DIRECTIONS FOR THIS TASK:
Please copy each line of the records below that holds the word "paths".

SUPPLIED MATERIAL:

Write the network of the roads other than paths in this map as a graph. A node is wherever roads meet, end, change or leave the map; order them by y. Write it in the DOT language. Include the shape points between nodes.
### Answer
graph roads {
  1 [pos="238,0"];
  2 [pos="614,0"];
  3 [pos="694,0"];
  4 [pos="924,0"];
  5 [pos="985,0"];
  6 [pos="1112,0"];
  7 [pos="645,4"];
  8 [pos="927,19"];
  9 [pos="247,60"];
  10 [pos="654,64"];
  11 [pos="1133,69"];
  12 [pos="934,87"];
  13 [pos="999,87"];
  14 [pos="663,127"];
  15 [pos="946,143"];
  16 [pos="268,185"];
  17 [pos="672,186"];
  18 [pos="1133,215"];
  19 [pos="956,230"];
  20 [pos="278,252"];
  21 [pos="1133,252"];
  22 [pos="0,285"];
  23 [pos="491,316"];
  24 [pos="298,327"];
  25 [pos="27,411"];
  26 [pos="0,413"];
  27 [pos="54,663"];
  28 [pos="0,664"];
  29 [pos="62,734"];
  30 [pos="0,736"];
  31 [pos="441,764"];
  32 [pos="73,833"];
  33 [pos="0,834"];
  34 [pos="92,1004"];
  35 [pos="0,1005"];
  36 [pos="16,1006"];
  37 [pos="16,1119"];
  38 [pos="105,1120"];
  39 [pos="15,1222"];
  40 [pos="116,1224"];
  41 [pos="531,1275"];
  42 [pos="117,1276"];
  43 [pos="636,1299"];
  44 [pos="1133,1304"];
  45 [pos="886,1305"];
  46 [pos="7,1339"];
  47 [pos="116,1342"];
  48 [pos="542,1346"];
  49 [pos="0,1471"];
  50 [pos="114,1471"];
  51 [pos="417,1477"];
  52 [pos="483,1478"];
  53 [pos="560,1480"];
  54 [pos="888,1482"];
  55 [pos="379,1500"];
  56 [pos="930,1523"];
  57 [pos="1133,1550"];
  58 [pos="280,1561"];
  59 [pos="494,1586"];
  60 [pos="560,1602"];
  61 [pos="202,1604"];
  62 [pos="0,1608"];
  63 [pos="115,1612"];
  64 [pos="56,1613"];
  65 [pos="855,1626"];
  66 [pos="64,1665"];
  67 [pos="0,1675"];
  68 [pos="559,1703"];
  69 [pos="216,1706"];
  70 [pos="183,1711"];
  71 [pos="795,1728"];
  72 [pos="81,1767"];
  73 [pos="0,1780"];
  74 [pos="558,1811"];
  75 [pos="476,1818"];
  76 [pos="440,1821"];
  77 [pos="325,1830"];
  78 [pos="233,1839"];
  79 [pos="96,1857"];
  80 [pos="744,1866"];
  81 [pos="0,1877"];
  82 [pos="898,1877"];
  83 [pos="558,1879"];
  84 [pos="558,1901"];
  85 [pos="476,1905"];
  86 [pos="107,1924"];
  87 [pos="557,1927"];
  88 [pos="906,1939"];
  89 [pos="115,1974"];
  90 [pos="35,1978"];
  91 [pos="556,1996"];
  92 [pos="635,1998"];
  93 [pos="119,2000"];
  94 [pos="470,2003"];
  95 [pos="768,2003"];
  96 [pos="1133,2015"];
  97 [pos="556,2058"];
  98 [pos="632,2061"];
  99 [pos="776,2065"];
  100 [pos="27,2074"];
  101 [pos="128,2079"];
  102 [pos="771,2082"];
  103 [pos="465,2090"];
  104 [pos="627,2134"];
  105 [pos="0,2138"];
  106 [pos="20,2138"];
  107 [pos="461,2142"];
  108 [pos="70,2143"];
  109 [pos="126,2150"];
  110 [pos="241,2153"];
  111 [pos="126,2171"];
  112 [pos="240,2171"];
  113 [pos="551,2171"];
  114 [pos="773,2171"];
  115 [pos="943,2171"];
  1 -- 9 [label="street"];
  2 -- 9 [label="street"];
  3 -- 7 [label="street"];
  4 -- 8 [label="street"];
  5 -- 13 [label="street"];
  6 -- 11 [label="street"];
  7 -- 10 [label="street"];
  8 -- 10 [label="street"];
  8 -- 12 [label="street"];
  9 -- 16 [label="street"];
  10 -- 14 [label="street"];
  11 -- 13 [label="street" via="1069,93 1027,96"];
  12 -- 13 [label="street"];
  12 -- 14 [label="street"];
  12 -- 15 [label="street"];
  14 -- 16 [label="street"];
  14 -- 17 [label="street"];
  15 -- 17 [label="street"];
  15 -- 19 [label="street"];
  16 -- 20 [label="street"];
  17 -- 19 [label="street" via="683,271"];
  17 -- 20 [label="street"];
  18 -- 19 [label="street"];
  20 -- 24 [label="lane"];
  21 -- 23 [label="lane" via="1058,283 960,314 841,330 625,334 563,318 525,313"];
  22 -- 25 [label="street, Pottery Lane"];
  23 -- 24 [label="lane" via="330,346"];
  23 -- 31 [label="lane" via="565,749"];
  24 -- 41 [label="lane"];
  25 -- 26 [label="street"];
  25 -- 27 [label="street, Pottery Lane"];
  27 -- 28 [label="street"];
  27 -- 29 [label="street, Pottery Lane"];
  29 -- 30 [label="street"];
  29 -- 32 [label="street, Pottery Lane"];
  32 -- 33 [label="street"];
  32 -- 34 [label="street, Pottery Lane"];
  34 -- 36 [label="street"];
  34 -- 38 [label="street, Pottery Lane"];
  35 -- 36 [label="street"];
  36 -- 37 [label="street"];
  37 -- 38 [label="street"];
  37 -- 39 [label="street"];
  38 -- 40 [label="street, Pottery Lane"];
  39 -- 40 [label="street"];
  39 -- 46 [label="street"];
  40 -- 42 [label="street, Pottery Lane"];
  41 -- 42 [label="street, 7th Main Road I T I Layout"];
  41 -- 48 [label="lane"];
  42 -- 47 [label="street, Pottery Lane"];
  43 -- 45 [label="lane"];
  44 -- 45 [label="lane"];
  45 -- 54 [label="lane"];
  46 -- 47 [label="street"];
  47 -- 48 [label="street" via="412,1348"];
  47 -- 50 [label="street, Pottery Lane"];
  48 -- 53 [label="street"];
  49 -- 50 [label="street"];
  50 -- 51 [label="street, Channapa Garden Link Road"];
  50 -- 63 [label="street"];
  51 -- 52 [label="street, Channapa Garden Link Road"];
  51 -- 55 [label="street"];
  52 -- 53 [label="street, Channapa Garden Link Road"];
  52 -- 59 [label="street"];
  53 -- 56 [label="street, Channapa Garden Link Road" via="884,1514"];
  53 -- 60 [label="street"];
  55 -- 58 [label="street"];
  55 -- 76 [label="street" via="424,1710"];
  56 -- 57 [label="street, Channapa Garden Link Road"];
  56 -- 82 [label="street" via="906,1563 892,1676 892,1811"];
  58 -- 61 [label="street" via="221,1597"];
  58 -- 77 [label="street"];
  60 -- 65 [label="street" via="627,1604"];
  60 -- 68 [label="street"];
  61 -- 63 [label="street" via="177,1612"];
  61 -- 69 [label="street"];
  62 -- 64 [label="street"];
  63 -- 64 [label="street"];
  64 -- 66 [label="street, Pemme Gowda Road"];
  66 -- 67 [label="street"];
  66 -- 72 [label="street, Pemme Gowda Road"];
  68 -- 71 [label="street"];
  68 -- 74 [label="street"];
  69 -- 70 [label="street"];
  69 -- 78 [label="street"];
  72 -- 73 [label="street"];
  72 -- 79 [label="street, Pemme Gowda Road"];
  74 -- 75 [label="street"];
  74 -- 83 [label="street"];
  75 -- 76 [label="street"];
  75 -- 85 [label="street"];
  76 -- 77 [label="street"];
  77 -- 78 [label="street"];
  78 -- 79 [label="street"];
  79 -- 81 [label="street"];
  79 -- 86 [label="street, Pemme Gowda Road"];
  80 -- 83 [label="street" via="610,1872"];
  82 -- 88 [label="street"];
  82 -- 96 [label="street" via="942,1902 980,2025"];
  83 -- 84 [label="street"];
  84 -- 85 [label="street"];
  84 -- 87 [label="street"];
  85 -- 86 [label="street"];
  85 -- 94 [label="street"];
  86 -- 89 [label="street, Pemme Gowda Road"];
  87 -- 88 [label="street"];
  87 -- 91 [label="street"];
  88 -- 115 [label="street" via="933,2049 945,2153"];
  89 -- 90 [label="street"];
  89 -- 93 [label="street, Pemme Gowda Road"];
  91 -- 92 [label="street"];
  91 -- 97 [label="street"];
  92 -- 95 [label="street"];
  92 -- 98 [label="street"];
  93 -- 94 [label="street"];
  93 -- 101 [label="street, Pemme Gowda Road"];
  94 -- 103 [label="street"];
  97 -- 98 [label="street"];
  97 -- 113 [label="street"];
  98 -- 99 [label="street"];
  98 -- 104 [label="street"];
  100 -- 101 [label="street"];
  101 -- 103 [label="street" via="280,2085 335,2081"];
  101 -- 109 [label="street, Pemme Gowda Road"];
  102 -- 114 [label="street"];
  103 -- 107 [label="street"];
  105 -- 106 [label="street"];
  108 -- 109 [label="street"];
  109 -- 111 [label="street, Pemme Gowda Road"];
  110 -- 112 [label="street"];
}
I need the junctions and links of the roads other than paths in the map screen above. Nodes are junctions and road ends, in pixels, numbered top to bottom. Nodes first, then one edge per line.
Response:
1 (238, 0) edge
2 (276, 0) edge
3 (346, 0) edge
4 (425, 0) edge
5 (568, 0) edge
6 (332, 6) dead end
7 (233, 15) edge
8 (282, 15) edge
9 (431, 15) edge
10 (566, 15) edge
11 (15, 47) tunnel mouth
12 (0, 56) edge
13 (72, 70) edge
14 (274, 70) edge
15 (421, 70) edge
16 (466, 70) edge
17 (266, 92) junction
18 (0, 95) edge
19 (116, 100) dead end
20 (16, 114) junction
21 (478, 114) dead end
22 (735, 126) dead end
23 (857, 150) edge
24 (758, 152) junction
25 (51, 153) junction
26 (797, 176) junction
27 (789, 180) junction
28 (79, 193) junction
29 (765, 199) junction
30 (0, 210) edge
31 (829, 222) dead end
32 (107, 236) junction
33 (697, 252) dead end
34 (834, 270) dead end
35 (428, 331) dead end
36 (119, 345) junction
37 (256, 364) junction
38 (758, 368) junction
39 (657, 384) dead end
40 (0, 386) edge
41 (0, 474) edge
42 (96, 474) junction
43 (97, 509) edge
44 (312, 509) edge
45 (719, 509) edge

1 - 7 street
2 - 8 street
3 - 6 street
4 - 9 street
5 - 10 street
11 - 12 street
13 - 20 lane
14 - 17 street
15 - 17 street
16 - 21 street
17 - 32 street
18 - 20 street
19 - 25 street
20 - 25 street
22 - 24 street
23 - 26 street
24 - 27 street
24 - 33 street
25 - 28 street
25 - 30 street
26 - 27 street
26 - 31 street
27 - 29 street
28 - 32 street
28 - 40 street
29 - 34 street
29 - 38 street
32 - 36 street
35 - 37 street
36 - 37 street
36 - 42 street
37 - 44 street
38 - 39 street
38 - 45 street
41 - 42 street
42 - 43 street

ANSWER FOR THE TASK:
Write the network of the roads other than paths in this map as a graph. A node is wherever roads meet, end, change or leave the map; order them by y. Write it in the DOT language. Include the shape points between nodes.
I need the junctions and links of the roads other than paths in the map screen above. Nodes are junctions and road ends, in pixels, numbered top to bottom. Nodes first, then one edge per line.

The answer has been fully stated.